[Dataset entries]
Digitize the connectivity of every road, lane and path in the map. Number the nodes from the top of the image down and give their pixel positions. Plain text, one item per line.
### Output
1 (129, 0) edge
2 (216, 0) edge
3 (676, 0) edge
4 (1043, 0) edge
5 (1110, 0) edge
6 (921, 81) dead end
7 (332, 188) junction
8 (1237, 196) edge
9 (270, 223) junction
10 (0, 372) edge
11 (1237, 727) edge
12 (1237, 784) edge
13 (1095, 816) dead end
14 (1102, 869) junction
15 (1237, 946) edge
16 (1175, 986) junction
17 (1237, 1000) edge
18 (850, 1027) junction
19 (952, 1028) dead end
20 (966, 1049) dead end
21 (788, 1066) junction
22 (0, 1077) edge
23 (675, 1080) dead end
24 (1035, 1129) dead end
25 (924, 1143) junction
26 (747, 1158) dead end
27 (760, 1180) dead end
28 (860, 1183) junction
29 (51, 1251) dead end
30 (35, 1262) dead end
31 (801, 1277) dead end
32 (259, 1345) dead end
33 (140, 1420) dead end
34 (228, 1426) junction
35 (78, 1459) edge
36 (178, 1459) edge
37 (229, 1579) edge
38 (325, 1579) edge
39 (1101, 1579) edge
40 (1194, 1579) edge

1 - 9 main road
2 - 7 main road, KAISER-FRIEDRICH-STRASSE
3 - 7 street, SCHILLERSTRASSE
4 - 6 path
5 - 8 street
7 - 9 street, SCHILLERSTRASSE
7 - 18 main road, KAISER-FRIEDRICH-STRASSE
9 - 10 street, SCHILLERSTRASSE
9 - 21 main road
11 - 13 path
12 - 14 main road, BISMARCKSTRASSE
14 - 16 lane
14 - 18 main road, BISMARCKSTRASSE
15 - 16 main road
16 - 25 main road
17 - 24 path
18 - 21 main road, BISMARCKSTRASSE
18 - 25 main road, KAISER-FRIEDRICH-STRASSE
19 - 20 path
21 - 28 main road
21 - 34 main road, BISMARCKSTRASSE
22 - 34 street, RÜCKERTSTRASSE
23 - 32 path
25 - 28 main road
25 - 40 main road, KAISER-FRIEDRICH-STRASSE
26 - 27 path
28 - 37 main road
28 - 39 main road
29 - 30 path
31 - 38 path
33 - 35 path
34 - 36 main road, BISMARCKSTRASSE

#### TRY IT
The data above is to be given again, with every line exact.

#### RESPONSE TO THIS TASK
Digitize the connectivity of every road, lane and path in the map. Number the nodes from the top of the image down and give their pixel positions. Plain text, one item per line.
### Output
1 (129, 0) edge
2 (216, 0) edge
3 (676, 0) edge
4 (1043, 0) edge
5 (1110, 0) edge
6 (921, 81) dead end
7 (332, 188) junction
8 (1237, 196) edge
9 (270, 223) junction
10 (0, 372) edge
11 (1237, 727) edge
12 (1237, 784) edge
13 (1095, 816) dead end
14 (1102, 869) junction
15 (1237, 946) edge
16 (1175, 986) junction
17 (1237, 1000) edge
18 (850, 1027) junction
19 (952, 1028) dead end
20 (966, 1049) dead end
21 (788, 1066) junction
22 (0, 1077) edge
23 (675, 1080) dead end
24 (1035, 1129) dead end
25 (924, 1143) junction
26 (747, 1158) dead end
27 (760, 1180) dead end
28 (860, 1183) junction
29 (51, 1251) dead end
30 (35, 1262) dead end
31 (801, 1277) dead end
32 (259, 1345) dead end
33 (140, 1420) dead end
34 (228, 1426) junction
35 (78, 1459) edge
36 (178, 1459) edge
37 (229, 1579) edge
38 (325, 1579) edge
39 (1101, 1579) edge
40 (1194, 1579) edge

1 - 9 main road
2 - 7 main road, KAISER-FRIEDRICH-STRASSE
3 - 7 street, SCHILLERSTRASSE
4 - 6 path
5 - 8 street
7 - 9 street, SCHILLERSTRASSE
7 - 18 main road, KAISER-FRIEDRICH-STRASSE
9 - 10 street, SCHILLERSTRASSE
9 - 21 main road
11 - 13 path
12 - 14 main road, BISMARCKSTRASSE
14 - 16 lane
14 - 18 main road, BISMARCKSTRASSE
15 - 16 main road
16 - 25 main road
17 - 24 path
18 - 21 main road, BISMARCKSTRASSE
18 - 25 main road, KAISER-FRIEDRICH-STRASSE
19 - 20 path
21 - 28 main road
21 - 34 main road, BISMARCKSTRASSE
22 - 34 street, RÜCKERTSTRASSE
23 - 32 path
25 - 28 main road
25 - 40 main road, KAISER-FRIEDRICH-STRASSE
26 - 27 path
28 - 37 main road
28 - 39 main road
29 - 30 path
31 - 38 path
33 - 35 path
34 - 36 main road, BISMARCKSTRASSE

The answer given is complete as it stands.